In Midnight the head of the Wu family, a pious country gentleman, expires on his very first day in Shanghai from sheer shock of its depravity. The city itself seems to him monstrous, while at the same time curiously ephemeral, and intent upon wrecking moral havoc on all who enter: “Good heavens! the towering skyscrapers, their countless lighted windows gleaming like eyes of devils, seemed to be rushing down on him like an avalanche at one moment and vanishing the next.” (15)
Signifying the quick demise of old traditions and values in the new world of the 1930s, with its unpredictable civil war and its extreme financial instability, the scene is set for a dramatization of a historical changes in China. The natural stage for such a scene is Shanghai, enabling professor Yu-ting, when a young lady asks him to describe contemporary society, to answer:
“It’s a tall order your question. But you can find the answer in the next room. There you have the successful financier and a captain of industry. That little drawing-room is Chinese society in miniature [中国社会的缩影].”
“But there is also a pious old man – a believer in the Book of Rewards and Punishments [太上感应篇].”
“Yes, but the old man is – he’s dying fast.” (29)
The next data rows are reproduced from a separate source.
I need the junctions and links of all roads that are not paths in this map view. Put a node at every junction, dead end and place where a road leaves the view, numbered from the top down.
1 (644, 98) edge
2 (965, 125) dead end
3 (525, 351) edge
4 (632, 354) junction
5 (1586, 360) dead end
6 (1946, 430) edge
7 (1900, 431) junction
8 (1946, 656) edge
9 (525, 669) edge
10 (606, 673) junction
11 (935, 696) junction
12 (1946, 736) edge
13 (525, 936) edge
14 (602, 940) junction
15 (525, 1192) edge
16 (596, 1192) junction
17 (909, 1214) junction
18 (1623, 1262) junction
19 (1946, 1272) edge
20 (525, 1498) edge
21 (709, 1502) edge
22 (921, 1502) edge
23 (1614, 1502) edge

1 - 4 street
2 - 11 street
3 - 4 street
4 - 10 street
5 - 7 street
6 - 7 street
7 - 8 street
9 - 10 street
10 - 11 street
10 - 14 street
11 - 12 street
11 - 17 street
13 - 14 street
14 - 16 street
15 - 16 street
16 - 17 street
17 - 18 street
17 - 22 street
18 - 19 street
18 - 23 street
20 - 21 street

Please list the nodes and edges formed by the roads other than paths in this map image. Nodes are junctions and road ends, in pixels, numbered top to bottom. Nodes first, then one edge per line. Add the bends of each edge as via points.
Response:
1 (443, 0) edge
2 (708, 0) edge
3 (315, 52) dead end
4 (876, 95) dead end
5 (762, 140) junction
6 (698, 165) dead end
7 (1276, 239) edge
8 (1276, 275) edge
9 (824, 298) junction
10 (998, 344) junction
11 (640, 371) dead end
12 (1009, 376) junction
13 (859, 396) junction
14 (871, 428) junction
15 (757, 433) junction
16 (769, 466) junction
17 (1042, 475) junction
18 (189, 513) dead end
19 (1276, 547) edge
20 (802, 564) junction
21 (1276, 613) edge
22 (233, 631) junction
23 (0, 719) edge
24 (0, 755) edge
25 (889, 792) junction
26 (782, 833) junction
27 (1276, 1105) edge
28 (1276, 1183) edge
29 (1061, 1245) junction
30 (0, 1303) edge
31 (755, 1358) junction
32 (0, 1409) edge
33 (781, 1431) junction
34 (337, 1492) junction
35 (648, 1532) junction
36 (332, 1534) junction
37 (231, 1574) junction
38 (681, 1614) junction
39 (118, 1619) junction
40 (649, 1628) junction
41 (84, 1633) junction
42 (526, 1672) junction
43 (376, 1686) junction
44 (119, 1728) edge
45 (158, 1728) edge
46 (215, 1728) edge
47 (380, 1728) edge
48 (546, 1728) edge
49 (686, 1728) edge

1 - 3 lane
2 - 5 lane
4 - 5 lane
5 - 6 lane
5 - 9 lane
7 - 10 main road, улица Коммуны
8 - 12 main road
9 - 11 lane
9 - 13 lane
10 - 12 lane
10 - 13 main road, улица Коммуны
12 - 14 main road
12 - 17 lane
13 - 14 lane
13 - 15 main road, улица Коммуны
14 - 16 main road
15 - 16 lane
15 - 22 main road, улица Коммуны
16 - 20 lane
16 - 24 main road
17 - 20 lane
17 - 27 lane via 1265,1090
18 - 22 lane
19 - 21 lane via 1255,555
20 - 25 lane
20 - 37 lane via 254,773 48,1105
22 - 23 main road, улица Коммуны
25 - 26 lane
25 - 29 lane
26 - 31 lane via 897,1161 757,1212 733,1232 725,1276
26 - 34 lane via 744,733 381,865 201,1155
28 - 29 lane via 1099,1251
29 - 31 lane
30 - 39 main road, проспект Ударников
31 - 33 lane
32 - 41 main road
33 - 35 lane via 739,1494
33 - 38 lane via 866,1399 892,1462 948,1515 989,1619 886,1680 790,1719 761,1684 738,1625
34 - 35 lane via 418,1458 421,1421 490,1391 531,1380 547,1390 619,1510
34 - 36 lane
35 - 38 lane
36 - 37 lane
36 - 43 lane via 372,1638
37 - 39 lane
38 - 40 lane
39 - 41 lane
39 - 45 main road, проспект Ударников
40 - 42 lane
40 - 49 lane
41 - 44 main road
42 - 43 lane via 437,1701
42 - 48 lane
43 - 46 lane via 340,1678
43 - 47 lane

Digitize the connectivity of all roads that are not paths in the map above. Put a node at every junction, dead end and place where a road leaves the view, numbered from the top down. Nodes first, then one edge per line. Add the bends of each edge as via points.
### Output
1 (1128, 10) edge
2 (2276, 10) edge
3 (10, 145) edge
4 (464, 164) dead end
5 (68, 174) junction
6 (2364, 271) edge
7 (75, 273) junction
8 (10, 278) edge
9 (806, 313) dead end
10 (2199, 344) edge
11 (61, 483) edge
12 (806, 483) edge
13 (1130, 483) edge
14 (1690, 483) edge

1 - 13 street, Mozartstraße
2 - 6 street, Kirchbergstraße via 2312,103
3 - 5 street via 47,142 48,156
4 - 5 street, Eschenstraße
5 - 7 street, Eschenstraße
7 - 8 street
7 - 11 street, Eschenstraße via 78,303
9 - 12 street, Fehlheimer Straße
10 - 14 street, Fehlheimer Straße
The dead man in Chen Danyan’s story (though true to a certain type of character in recent Shanghai history, being a dispossessed factory owner with children educated abroad) is more important for the sense of emotional loss his death induces. The loss of one personal version of the past.
Though saturated with nostalgia, the novel acknowledges that the object of nostalgia is itself elusive and highly subjective. To the dead man and his mourning family, the Peace Hotel witnessed the transformation of their family fortunes as the place where capitalists were to hand over their ill-gotten gains during the five antis campaign in 1952. To other characters in the novel, it signifies the colonial splendor of the 1930s, the international ties of socialism in the 1970s or the first glimpses of the dawning Shanghai nostalgia craze of the 1990s.
Chen Danyan’s somewhat eclectic “non-fiction novel” is a testament to the plurality of personal and emotional ties to the Shanghai of yore as well as to one of its most spectacular iconic spaces, the Peace Hotel: “Regret for it’s being ‘unlike how it was in the past’ welled up inside me, yet, interestingly; I found it hard to pin down the ‘past.’ The people I had interviewed and I myself couldn’t help talking about the hotel’s past, which often meant our respective first encounter with it.” (252)
Written 80 years apart, the two novels convey an image of Shanghai as a city of tremendous change tinted with loss. For those of you feeling nostalgic, Christian Henriot and co.’s amazing Virtual Shanghai project with photographs from the late 19th century till today is always worth a visit. .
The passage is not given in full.